• Recorded information:
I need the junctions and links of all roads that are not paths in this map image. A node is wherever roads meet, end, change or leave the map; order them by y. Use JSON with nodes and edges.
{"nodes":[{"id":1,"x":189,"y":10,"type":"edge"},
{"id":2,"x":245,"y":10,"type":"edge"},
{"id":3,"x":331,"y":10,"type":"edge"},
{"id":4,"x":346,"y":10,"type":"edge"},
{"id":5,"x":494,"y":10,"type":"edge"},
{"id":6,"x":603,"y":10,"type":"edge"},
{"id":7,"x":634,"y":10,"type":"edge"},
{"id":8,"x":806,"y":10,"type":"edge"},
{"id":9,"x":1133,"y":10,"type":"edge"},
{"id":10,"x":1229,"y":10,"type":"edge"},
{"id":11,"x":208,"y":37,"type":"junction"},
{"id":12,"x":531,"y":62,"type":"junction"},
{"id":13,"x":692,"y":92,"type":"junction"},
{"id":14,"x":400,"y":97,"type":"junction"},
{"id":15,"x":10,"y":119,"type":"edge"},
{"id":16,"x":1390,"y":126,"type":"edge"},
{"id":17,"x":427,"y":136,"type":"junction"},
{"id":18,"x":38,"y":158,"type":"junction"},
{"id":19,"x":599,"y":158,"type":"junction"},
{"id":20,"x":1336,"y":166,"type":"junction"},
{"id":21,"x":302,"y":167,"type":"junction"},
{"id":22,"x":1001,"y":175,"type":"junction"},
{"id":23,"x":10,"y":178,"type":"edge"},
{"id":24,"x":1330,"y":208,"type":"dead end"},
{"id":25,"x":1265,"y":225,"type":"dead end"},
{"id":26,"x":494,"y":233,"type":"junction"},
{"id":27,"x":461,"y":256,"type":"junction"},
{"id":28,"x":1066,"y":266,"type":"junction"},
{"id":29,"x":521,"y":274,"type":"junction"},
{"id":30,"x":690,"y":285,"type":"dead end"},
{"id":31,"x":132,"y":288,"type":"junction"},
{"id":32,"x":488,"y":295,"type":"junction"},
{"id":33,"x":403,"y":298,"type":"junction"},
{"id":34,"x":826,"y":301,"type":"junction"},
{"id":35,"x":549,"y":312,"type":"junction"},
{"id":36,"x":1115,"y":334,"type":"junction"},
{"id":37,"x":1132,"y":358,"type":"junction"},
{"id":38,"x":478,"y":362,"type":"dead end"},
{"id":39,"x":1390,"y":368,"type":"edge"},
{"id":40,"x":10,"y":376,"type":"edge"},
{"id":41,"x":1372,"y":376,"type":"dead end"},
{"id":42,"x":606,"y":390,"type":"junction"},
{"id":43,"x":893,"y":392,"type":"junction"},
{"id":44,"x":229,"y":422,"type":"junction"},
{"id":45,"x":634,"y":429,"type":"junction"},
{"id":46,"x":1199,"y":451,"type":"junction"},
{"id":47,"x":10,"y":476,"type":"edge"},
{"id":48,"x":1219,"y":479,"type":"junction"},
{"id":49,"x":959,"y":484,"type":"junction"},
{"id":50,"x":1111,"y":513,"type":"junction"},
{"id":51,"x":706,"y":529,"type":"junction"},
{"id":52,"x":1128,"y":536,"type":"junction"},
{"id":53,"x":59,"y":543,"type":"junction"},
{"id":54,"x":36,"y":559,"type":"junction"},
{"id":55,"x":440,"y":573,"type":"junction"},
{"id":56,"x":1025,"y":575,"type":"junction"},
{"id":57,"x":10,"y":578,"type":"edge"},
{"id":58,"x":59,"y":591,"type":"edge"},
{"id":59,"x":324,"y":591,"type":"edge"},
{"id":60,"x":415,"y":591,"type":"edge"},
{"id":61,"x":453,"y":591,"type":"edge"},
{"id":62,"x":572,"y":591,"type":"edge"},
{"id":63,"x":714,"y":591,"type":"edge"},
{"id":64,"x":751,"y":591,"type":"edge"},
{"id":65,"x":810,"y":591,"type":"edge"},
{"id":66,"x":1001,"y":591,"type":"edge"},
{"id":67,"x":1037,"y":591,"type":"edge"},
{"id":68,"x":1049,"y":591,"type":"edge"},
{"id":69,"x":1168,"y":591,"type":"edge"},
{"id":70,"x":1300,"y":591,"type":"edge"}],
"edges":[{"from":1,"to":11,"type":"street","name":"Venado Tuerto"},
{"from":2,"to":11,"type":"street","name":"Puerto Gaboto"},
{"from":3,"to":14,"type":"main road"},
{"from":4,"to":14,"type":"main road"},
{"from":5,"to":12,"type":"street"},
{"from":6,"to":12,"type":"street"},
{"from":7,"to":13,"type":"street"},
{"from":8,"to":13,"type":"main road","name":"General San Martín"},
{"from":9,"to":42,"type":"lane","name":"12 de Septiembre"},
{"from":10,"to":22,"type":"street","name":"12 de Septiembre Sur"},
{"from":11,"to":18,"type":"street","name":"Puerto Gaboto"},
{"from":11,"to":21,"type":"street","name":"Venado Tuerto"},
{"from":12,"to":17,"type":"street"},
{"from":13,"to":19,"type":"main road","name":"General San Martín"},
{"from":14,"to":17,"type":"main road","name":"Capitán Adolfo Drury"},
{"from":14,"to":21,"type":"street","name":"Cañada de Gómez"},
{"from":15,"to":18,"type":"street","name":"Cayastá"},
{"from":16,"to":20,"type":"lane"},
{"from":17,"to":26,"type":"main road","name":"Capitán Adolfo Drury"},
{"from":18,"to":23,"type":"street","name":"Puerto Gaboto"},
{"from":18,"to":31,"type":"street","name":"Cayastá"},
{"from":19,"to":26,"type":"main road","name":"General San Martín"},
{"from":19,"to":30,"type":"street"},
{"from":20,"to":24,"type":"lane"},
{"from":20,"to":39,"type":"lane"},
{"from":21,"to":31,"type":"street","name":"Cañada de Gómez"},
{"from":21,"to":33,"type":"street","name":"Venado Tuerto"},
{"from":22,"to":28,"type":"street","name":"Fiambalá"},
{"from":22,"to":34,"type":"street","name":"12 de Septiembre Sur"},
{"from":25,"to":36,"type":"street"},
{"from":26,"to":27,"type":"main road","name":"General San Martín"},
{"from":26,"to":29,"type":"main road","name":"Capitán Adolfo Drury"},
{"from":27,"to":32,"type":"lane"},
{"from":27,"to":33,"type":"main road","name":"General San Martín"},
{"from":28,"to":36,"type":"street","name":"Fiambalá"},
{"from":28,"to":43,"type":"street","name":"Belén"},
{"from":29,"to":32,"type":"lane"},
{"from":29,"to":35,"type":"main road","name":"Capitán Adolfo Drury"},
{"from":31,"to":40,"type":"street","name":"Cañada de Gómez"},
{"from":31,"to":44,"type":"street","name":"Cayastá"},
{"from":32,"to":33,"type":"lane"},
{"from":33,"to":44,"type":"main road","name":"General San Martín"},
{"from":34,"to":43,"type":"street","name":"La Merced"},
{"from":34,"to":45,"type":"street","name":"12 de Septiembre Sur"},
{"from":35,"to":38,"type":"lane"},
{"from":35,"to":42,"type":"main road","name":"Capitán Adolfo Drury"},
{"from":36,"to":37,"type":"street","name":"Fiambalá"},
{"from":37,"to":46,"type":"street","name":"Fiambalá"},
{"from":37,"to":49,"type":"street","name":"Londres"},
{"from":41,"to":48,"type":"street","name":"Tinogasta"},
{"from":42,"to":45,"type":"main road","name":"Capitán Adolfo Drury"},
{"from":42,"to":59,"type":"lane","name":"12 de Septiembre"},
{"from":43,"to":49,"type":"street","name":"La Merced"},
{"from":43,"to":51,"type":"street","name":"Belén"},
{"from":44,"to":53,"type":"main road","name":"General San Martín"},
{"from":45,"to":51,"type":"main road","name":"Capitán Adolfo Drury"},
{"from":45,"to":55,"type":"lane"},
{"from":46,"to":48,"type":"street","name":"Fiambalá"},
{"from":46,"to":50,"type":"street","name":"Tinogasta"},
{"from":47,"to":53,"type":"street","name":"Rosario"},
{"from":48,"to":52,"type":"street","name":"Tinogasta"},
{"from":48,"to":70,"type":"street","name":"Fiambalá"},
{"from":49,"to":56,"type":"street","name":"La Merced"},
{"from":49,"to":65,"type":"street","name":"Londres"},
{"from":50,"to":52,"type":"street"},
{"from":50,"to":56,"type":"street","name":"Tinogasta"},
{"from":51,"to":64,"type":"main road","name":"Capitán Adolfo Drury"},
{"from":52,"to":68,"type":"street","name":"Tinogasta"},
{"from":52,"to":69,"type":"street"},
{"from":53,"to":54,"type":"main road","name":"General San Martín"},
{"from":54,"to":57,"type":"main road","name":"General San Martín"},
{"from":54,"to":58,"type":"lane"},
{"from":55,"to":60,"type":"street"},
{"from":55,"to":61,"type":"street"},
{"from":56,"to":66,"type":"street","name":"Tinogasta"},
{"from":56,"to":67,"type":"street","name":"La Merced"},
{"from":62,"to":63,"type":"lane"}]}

• Work required: Every line holding the string "Drury" should be copied here, so please find those lines in the data.

• Reply to the task:
{"from":14,"to":17,"type":"main road","name":"Capitán Adolfo Drury"},
{"from":17,"to":26,"type":"main road","name":"Capitán Adolfo Drury"},
{"from":26,"to":29,"type":"main road","name":"Capitán Adolfo Drury"},
{"from":29,"to":35,"type":"main road","name":"Capitán Adolfo Drury"},
{"from":35,"to":42,"type":"main road","name":"Capitán Adolfo Drury"},
{"from":42,"to":45,"type":"main road","name":"Capitán Adolfo Drury"},
{"from":45,"to":51,"type":"main road","name":"Capitán Adolfo Drury"},
{"from":51,"to":64,"type":"main road","name":"Capitán Adolfo Drury"},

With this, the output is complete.